In both VR and AR, each visual channel of an object, such as color, size, or shape, is expected to have different perception difficulties and make a different result of change detection. This is because visual channels, size, and color have traditionally been regarded as separate in visual perception[41, 34].
H4:

In the AR environment, Head-Turning with a larger angle has a longer detection time, a lower detection rate, and a higher timeout rate than Head-Turning with a smaller angle. We assume the large turning angle makes refocusing on the scene harder than the smaller angle.
H5:

Participants have longer detection times, lower detection rates, and higher timeout rates in AR than in VR. Because despite being identical virtual objects, the participant’s perception of them differs between VR and AR[14, 12].

3.7 Apparatus

In the VR experiment, the Vive Pro HMD with a wireless adapter and a single controller is utilized. It features a 110^∘ vertical and horizontal FoV and its resolution is 1440 x 1600 pixels per eye (2880 x 1600 pixels combined). The wireless adapter offers near-zero latency. In the AR experiment, Microsoft HoloLens 2 is used. It features a 43^∘ horizontal and 29^∘ vertical FoV, a resolution of 2048 × 1080 for each eye, and a refresh rate of 75Hz. According to Sauer et al. [30], however, these manufacturer FoV angles are not consistent with real-world use. The true FoV boundaries of the HMDs are shown in Fig 1. The application for both experiments is executed in Unity 2021.3.7f1 and ran on a Windows 10 desktop with Intel Xeon W-2245 CPU (3.90GHz), 64GB RAM, and Nvidia GeForce RTX 3090 graphics card. The average luminosity of tracking space is about 250 lux, and the brightness setting on Hololens 2 is 100%.

4 Results

In this section, we report user study results. We use a two-way (visual attention-disrupting x object alternation) repeated measures Analysis of Variance (ANOVA) test at a significance level of 5% for the detection time, detection rate, and timeout rate analyses. A one-way repeated measures ANOVA test at the same significance level of 5% is used for Head-Turning count and qualitative analyses.

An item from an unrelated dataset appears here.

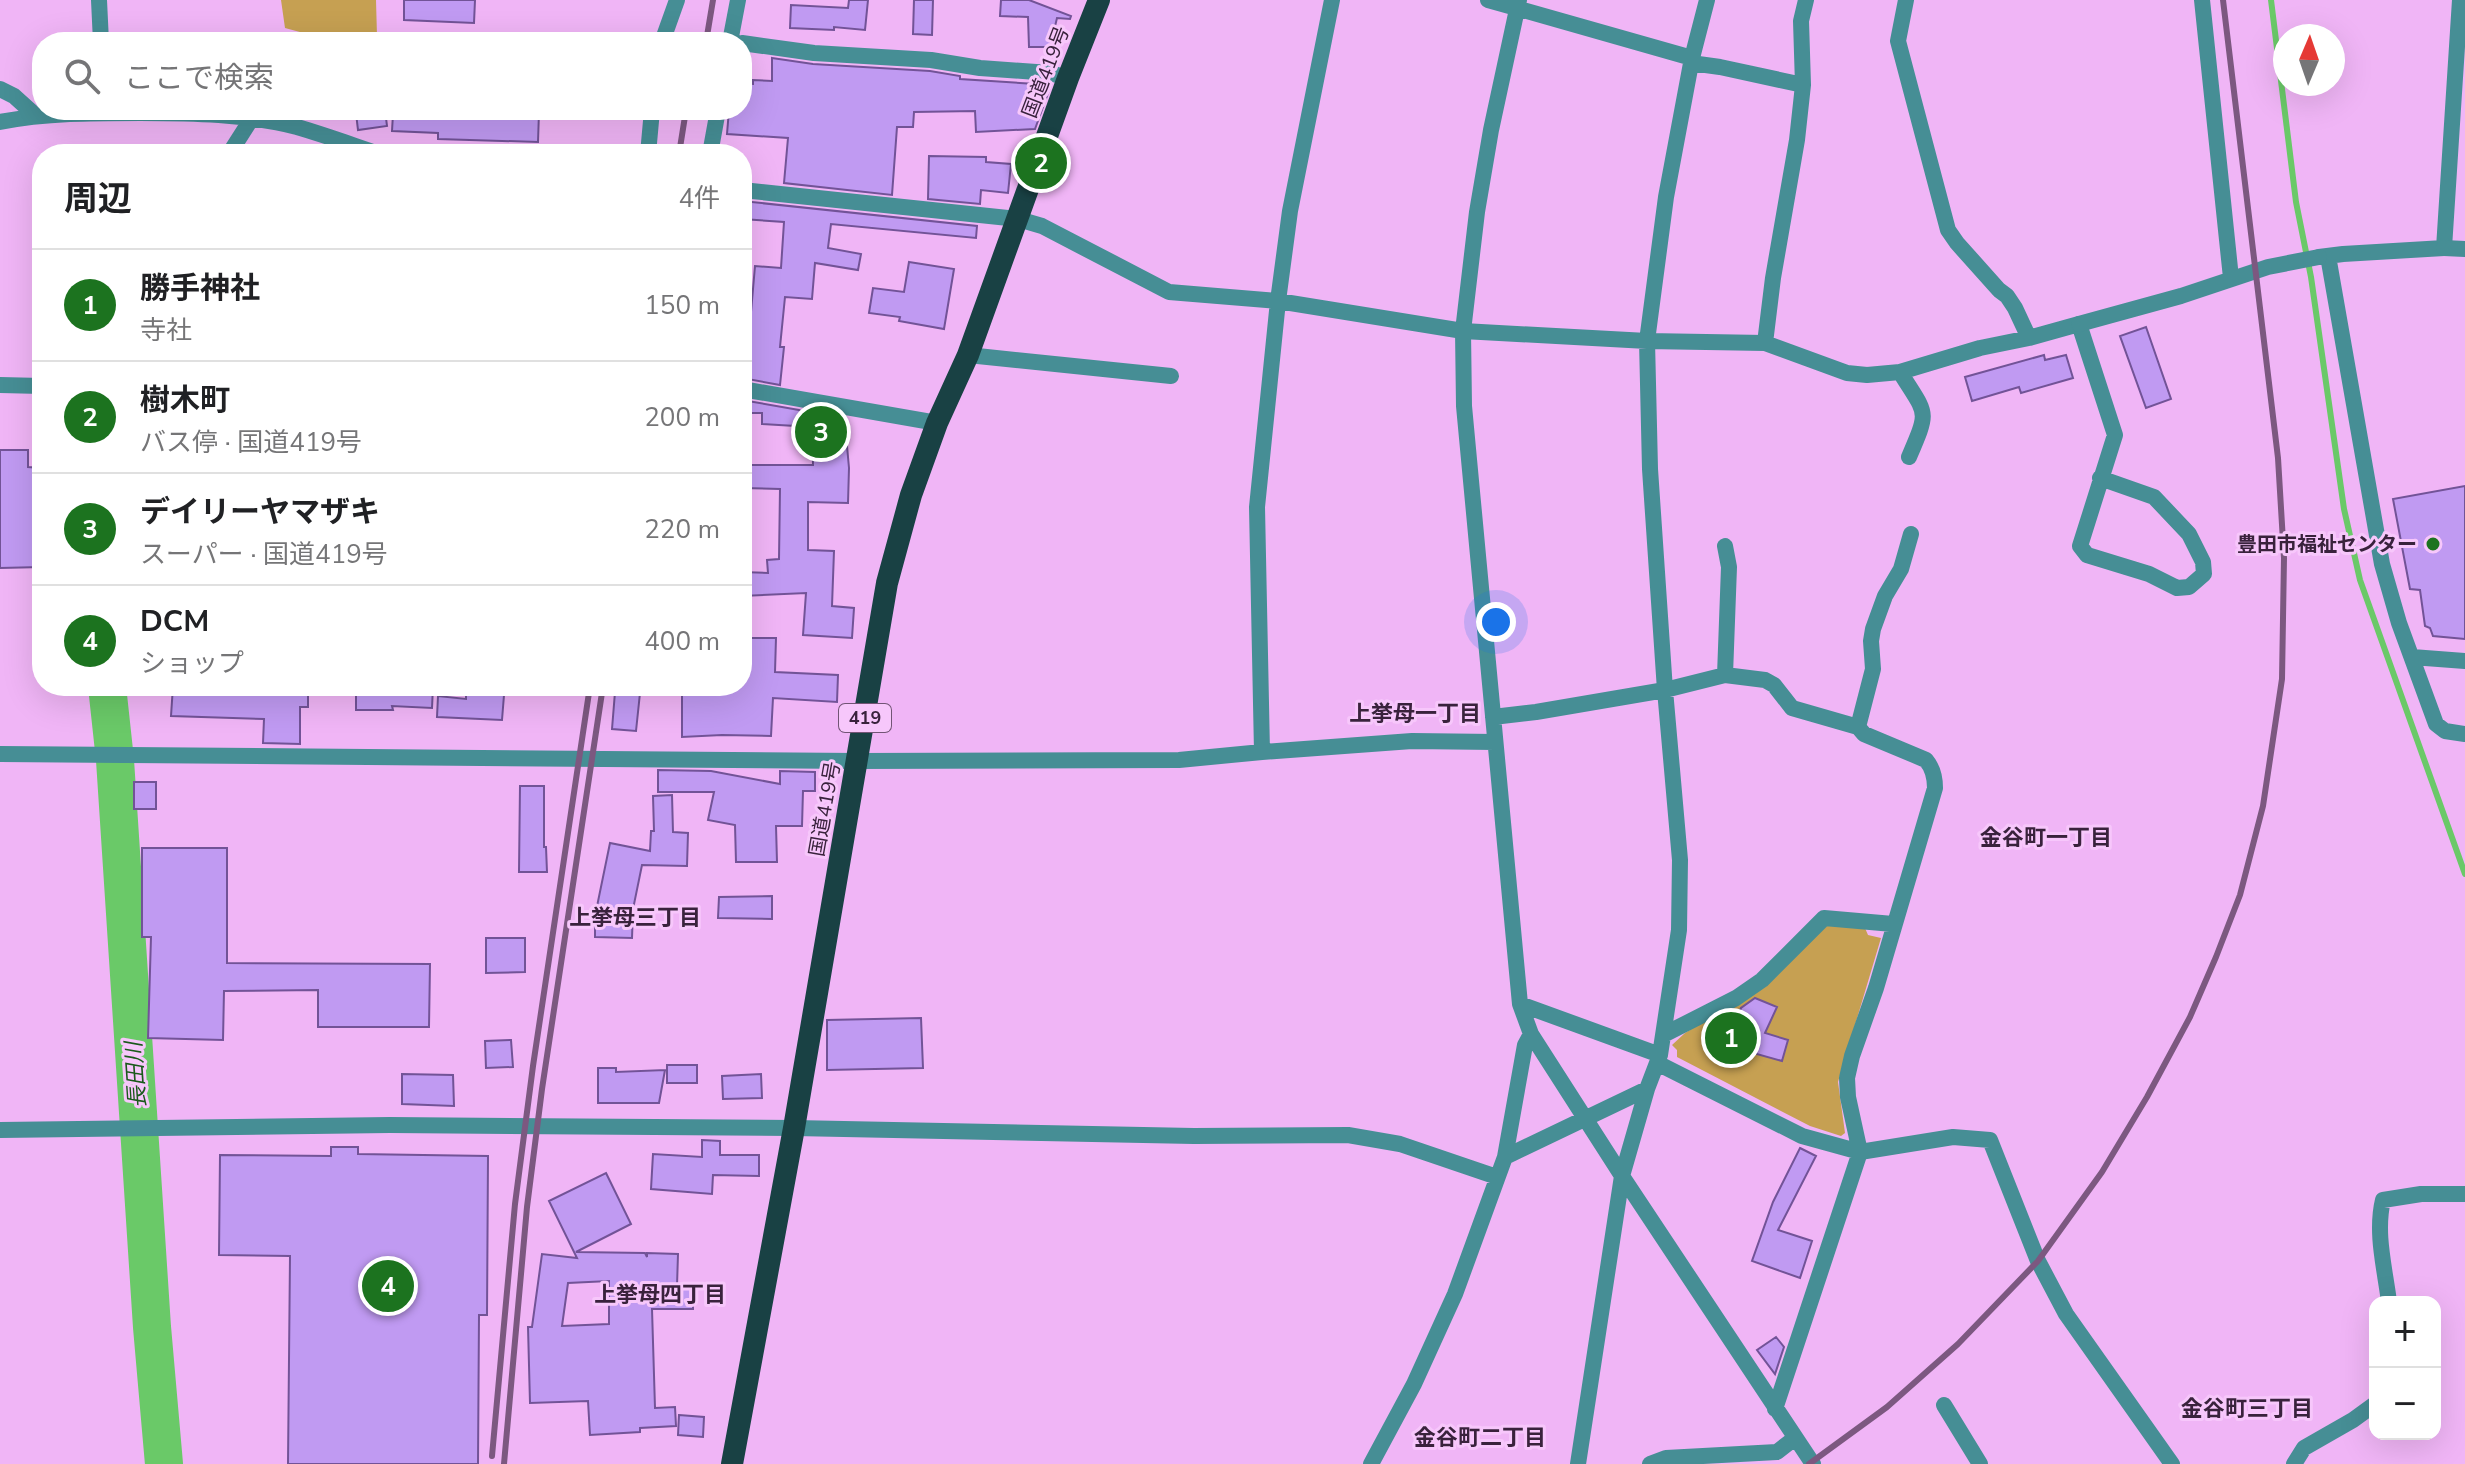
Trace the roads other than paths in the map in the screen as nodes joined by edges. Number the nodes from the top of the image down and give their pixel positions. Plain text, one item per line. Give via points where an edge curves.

In this experiment, we aim to investigate the change blindness phenomenon in a VR environment, which is affected by object manipulation conditions and visual attention-disrupting conditions. Previous studies about change blindness in a VR environment reported unclear results with different shapes of alternated objects on different positions and not uniformed background images[18]. Therefore, in this experiment, we designed a VR experiment scene to investigate the change blindness phenomenon with the same shape objects and unobtrusive background design.

4.1 Experiment 1: VR

4.1.1 Participants

A total of 22 participants (11 males and 11 females) are recruited from the university’s participant recruitment system (SONA). Their average age is 19.7, ranged from 18 to 22. All participants have 20/20 (or corrected 20/20) vision, and they do not have impairments in using VR devices. They were rewarded 1 SONA credit as follows the university SONA policy. According to the pre-questionnaire, 18 out of 22 participants have experience using the VR device.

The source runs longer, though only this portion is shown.